The use of an overlapping collage of spoken voices throughout the 25-minute work probably comes across as gimmicky to musical purists, but I found similar "musical" exercises in works by the likes of Stockhausen and others to lend a moving immediacy to the music. I think it works here as well.
It's difficult to recommend purchasing this CD at full price with less than a half-hour of content, but hearing it at least once will not be a waste of anyone's precious time -- I borrowed it from the library.
Moving
I am not one of those people to praise modern music if it sounds like mindless noise. When I first found this CD, I had already read about it in the AJC (Atlanta Journal-Constitution), and so I went to get it for myself. When I first heard it, I was not sure what to think. I was moved, almost to a point that I felt uncomfortable with, and subsequently put the disc away for over a year. When I finally pulled it out again and gave it another try, I felt though I was in the exact "memory space" John Adams was trying to convey. The music is haunting in a way that is unique to this matter. I am moved by music of all eras, but this piece is very special in how the simple lyrics (the missing persons signs) and the large orchestration collide to form a unique experience. Many people have scoffed at the piece, calling it trash, but those who really give it a try will be more than rewarded for it. I really enjoy this piece.
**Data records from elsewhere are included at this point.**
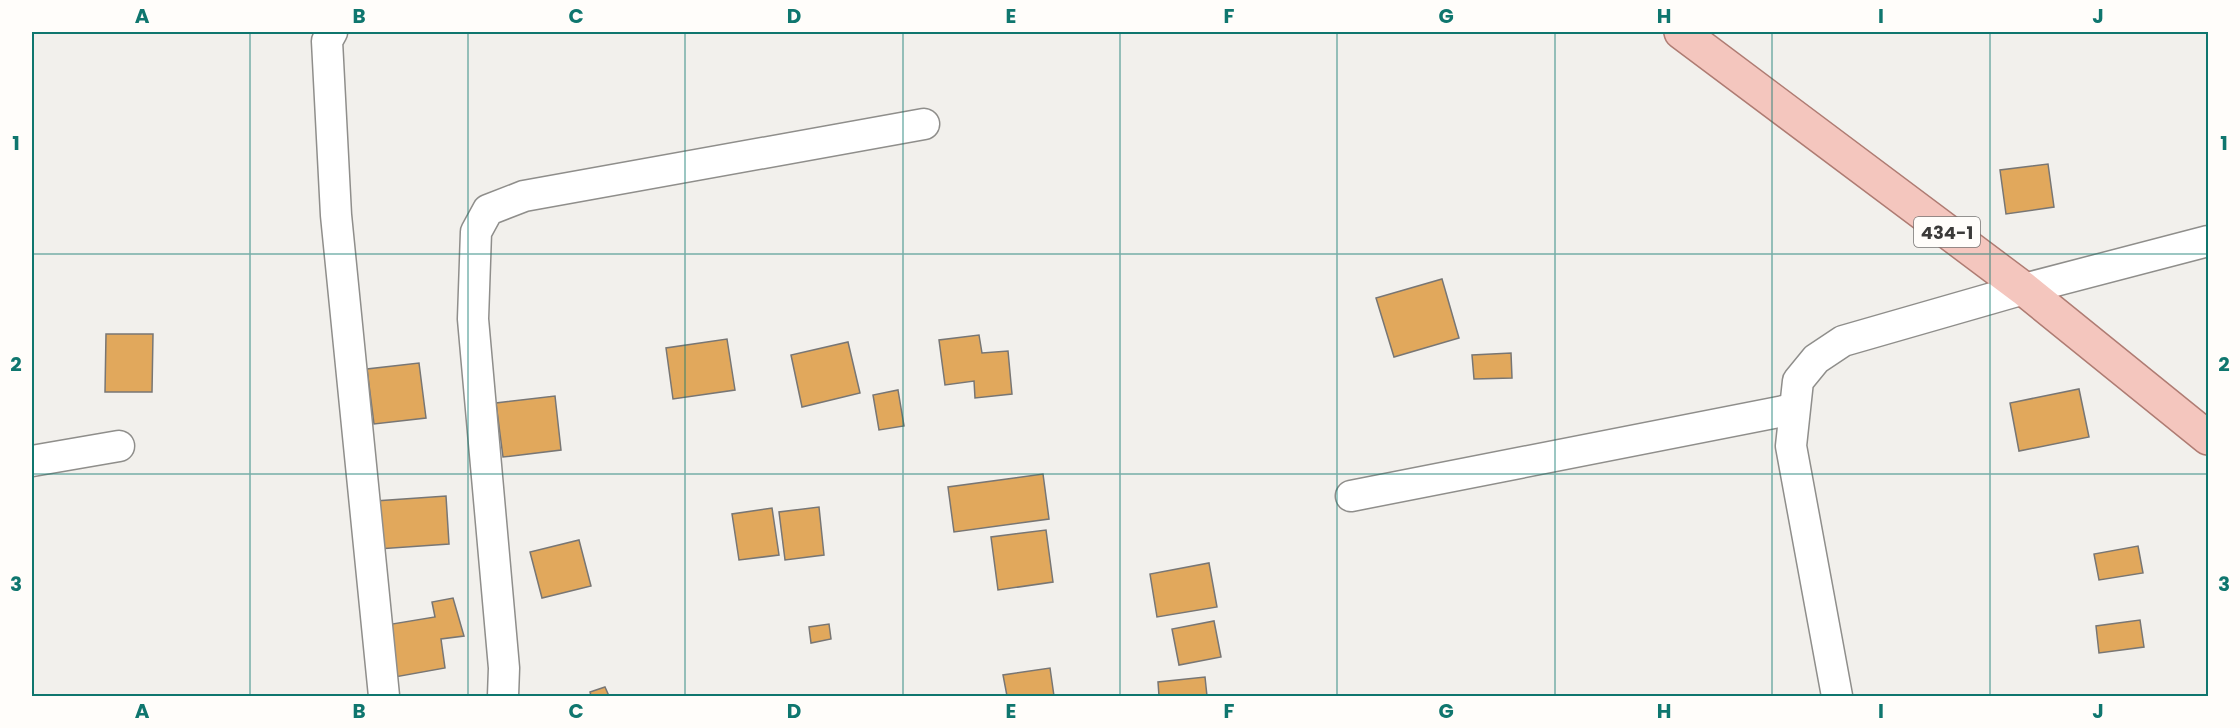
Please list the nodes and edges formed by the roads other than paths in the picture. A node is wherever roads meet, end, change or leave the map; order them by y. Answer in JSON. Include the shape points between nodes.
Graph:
{"nodes":[{"id":1,"x":332,"y":32,"type":"edge"},
{"id":2,"x":1681,"y":32,"type":"edge"},
{"id":3,"x":924,"y":124,"type":"dead end"},
{"id":4,"x":2208,"y":241,"type":"edge"},
{"id":5,"x":2024,"y":289,"type":"junction"},
{"id":6,"x":1794,"y":409,"type":"junction"},
{"id":7,"x":2208,"y":438,"type":"edge"},
{"id":8,"x":118,"y":446,"type":"dead end"},
{"id":9,"x":32,"y":461,"type":"edge"},
{"id":10,"x":1351,"y":496,"type":"dead end"},
{"id":11,"x":384,"y":696,"type":"edge"},
{"id":12,"x":503,"y":696,"type":"edge"},
{"id":13,"x":1837,"y":696,"type":"edge"}],
"edges":[{"from":1,"to":11,"type":"street","via":[[327,40],[336,215]]},
{"from":2,"to":5,"type":"main road","number":"434-1"},
{"from":3,"to":12,"type":"street","via":[[524,196],[488,210],[476,232],[473,319],[504,668]]},
{"from":4,"to":5,"type":"street"},
{"from":5,"to":6,"type":"street","via":[[1843,341],[1816,359],[1798,381]]},
{"from":5,"to":7,"type":"main road","number":"434-1"},
{"from":6,"to":10,"type":"street"},
{"from":6,"to":13,"type":"street","via":[[1791,446]]},
{"from":8,"to":9,"type":"street"}]}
Transcendent, yet deeply moving as well
After the events of 9/11, composers had two choices, it seemed. They
could write Wagnerian sturm und drang, patriotism uber alles-type pieces,
or they could be transcendent and sympathetic at the same time. Mr. Adams
has taken the latter course, and it's no wonder he earned the 2003 Pulitzer prize for this work, largely one of contemplative
reflection on that tragic day, interspersed with a bit of Sibelian and
Ivesian orchestral color. Adams uses collage techniques to great effect
in the piece, interweaving the street noises with the readings of victims'
names, punctuated by NYPO principal trumpeter Philip Smiths' mournful,
questing solo. The real highlight comes when the orchestra and choruses
erupt in a Finlandia-meets-Dies Irae moment at the words "Light! Day!
Sky!" punctuating the horrors of that fateful day with searing fury,
then just as quickly fading back into a respectful, quiet space, a
poignant abscheid to a day hopefully not to rear its ugly head again.